TRIBUNKALTIM.CO, SAMARINDA – Ketua Perhimpunan Hotel dan Restoran Indonesia (PHRI) Kota Samarinda, Leny Marlina, mengungkapkan keresahannya terkait aturan royalti musik yang ramai dibicarakan. Ia menilai, penerapan kebijakan ini masih membingungkan pelaku usaha karena aturan mainnya belum jelas. Leny menegaskan, pemutaran musik di ruang publik seperti hotel, restoran, dan kafe kerap dilakukan bukan semata-mata atas permintaan pelanggan, melainkan inisiatif pemilik usaha untuk menciptakan suasana nyaman. Namun, jika aturan royalti diterapkan tanpa sosialisasi yang memadai, dikhawatirkan menimbulkan kesan pemerintah memberatkan pelaku usaha yang sudah terbebani pajak dan kewajiban lain. Baca juga: Royalti Musik Menuai Polemik, PHRI Kaltim Minta Daftar Lagu Wajib Bayar Diperjelas “Pengunjung kan supaya nyaman di tempat makan, berinisiatif menyetel musik. Bukan permintaan pelanggan. Orang awam pun menilai, apa–apa semua bayar, semua dipajaki,” ujarnya kepada Tribunkaltim.co, Rabu (13/8/2025). Leny menjelaskan, Lembaga Manajemen Kolektif Nasional (LMKN) memang bukan bagian dari pemerintah karena merupakan lembaga bantu non-APBN, namun kewenangannya diatur dalam Peraturan Pemerintah (PP) Nomor 56 Tahun 2021 tentang Pengelolaan Royalti Hak Cipta Lagu dan/atau Musik. Meski di Samarinda belum ada keluhan resmi terkait penerapan aturan ini, Leny menilai sosialisasi dari pihak terkait masih minim. Ia mengaku mendukung penghargaan terhadap hak cipta musisi, namun menegaskan perlunya kejelasan agar pelaku usaha bisa mempertimbangkan penggunaan musik di tempat mereka. Baca juga: Warkop di Balikpapan Nilai Aturan Royalti Musik Kurang Bagus, Pilih Berhenti Putar Lagu “Ya sebetulnya aturan mainnya diperjelas, agar tidak membingungkan. Setelahnya, pelaku usaha mempertimbangkan mau tetap memakai musik atau tidak. Kita tidak tahu pernah disosialisasikan apa tidak, jangan tiba–tiba dibuat ramai seperti ini, dan tiba–tiba dituntut royalti,” tegas Leny.

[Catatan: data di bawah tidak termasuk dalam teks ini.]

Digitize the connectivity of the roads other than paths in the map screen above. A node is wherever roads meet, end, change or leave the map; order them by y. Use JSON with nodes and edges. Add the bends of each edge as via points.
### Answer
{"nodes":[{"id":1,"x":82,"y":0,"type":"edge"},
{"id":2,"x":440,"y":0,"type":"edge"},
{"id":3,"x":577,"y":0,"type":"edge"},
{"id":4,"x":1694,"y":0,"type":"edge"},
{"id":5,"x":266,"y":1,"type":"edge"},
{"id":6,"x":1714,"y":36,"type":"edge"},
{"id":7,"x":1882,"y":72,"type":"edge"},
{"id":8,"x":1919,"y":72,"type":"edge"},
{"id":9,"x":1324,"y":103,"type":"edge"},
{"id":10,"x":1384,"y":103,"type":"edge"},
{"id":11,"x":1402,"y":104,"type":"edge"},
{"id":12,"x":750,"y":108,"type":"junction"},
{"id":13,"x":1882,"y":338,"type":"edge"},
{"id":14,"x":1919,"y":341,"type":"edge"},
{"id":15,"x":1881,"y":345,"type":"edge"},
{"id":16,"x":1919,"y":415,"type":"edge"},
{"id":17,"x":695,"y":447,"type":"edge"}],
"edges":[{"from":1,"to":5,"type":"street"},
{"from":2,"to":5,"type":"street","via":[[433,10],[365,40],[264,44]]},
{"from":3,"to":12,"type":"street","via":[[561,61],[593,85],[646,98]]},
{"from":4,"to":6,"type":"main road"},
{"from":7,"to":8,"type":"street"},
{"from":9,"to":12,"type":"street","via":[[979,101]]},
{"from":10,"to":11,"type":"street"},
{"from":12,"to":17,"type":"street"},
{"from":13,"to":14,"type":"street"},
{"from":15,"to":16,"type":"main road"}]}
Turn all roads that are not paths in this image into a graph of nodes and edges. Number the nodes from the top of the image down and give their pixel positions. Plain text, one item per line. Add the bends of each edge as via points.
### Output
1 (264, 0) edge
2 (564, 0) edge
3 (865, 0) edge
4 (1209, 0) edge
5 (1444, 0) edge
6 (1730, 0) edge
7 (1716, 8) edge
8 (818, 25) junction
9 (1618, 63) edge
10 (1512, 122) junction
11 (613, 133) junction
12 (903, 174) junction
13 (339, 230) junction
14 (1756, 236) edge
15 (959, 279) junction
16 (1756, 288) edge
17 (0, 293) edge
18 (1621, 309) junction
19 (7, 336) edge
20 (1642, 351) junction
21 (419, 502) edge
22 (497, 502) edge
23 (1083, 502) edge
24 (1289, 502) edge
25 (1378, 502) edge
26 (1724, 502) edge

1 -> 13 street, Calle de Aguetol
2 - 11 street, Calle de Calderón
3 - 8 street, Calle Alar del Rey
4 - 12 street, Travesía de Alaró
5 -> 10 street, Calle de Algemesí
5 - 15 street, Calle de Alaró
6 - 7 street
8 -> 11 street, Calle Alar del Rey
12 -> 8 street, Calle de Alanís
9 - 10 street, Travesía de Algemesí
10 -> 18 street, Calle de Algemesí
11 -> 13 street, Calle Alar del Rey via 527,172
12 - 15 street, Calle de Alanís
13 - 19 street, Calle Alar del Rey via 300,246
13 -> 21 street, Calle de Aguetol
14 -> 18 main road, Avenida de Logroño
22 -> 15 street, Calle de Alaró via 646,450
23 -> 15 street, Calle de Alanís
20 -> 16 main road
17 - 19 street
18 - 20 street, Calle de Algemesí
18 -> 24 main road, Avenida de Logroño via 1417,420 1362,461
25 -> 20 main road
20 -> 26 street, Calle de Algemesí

Leny juga menyoroti potensi aturan ini menyasar kegiatan di ruang publik seperti senam, zumba, atau acara car free day yang memutar musik milik musisi. Menurutnya, hal ini juga perlu diperjelas dalam mekanisme LMKN. “Kita bicara secara umum dan saya sebagai orang awam mempertanyakan hal ini. Memang belum ada keluhan dari hotel dan restoran di Samarinda, tapi sebaiknya jika memang diberlakukan, perlu aturan jelas, hitungan LMKN juga belum diketahui. Kalau duduk bersama ya kami siap saja membahas ini,” pungkasnya. (*)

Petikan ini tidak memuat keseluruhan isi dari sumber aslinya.